■ EXERCISE DETAILS
Look for the word "math" in the entries and copy every line where it shows up.

■ INFORMATION GIVEN
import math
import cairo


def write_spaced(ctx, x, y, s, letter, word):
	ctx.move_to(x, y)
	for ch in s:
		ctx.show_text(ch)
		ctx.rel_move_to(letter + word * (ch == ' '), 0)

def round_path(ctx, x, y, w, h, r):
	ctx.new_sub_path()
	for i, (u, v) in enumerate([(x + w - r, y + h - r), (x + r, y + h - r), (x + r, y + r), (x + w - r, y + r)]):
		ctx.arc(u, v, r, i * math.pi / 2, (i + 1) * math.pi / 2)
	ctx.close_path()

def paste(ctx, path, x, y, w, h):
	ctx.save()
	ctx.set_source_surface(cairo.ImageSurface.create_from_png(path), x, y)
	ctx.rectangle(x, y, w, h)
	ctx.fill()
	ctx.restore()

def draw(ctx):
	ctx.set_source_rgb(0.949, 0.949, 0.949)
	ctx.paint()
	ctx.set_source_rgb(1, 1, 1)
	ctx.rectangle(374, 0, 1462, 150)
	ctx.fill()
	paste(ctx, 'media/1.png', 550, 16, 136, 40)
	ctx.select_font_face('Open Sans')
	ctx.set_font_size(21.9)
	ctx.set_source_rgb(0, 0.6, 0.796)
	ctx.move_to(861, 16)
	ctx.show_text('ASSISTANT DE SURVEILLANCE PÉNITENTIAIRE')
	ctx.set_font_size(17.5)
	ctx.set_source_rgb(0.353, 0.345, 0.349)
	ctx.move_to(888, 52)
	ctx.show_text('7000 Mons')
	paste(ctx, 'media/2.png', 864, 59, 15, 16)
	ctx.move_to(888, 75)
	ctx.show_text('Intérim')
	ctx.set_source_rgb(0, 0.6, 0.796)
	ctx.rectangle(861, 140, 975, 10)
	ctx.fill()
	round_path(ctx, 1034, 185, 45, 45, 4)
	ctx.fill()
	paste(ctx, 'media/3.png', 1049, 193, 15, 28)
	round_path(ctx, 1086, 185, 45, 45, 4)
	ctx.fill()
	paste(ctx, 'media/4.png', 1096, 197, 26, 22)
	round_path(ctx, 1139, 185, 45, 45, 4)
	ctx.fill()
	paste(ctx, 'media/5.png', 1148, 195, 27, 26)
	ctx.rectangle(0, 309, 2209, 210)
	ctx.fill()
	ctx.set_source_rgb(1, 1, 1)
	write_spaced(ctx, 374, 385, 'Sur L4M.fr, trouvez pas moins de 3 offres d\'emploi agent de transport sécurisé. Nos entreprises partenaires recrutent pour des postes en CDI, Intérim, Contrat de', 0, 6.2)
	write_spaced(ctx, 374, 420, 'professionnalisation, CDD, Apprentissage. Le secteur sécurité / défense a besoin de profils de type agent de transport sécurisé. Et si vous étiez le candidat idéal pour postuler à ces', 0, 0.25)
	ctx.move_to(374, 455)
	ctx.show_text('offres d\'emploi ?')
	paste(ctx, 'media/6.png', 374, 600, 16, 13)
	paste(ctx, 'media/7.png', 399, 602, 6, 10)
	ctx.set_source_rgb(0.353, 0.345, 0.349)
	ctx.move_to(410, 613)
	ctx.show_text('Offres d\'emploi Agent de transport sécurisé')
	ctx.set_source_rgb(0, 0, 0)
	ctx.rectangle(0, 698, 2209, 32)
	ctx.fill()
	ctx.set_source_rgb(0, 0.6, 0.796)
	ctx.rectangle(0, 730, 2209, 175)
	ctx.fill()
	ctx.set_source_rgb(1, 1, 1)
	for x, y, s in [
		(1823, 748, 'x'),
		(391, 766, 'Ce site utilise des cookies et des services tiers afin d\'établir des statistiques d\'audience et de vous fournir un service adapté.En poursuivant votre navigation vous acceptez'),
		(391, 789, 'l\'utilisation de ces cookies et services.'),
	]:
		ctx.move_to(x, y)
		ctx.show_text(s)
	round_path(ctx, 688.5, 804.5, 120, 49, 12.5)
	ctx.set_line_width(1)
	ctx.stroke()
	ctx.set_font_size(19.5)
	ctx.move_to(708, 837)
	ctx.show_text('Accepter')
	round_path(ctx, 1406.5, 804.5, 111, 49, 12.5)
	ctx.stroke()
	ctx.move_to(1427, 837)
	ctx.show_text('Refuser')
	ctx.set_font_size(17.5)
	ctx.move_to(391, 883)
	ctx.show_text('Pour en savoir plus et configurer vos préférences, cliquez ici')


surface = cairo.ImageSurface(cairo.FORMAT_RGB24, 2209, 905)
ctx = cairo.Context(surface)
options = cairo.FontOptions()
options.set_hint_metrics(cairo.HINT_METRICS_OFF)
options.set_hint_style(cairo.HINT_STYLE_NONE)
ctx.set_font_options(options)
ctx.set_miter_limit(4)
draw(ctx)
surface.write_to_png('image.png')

■ RESULT OF THE EXERCISE
import math
		ctx.arc(u, v, r, i * math.pi / 2, (i + 1) * math.pi / 2)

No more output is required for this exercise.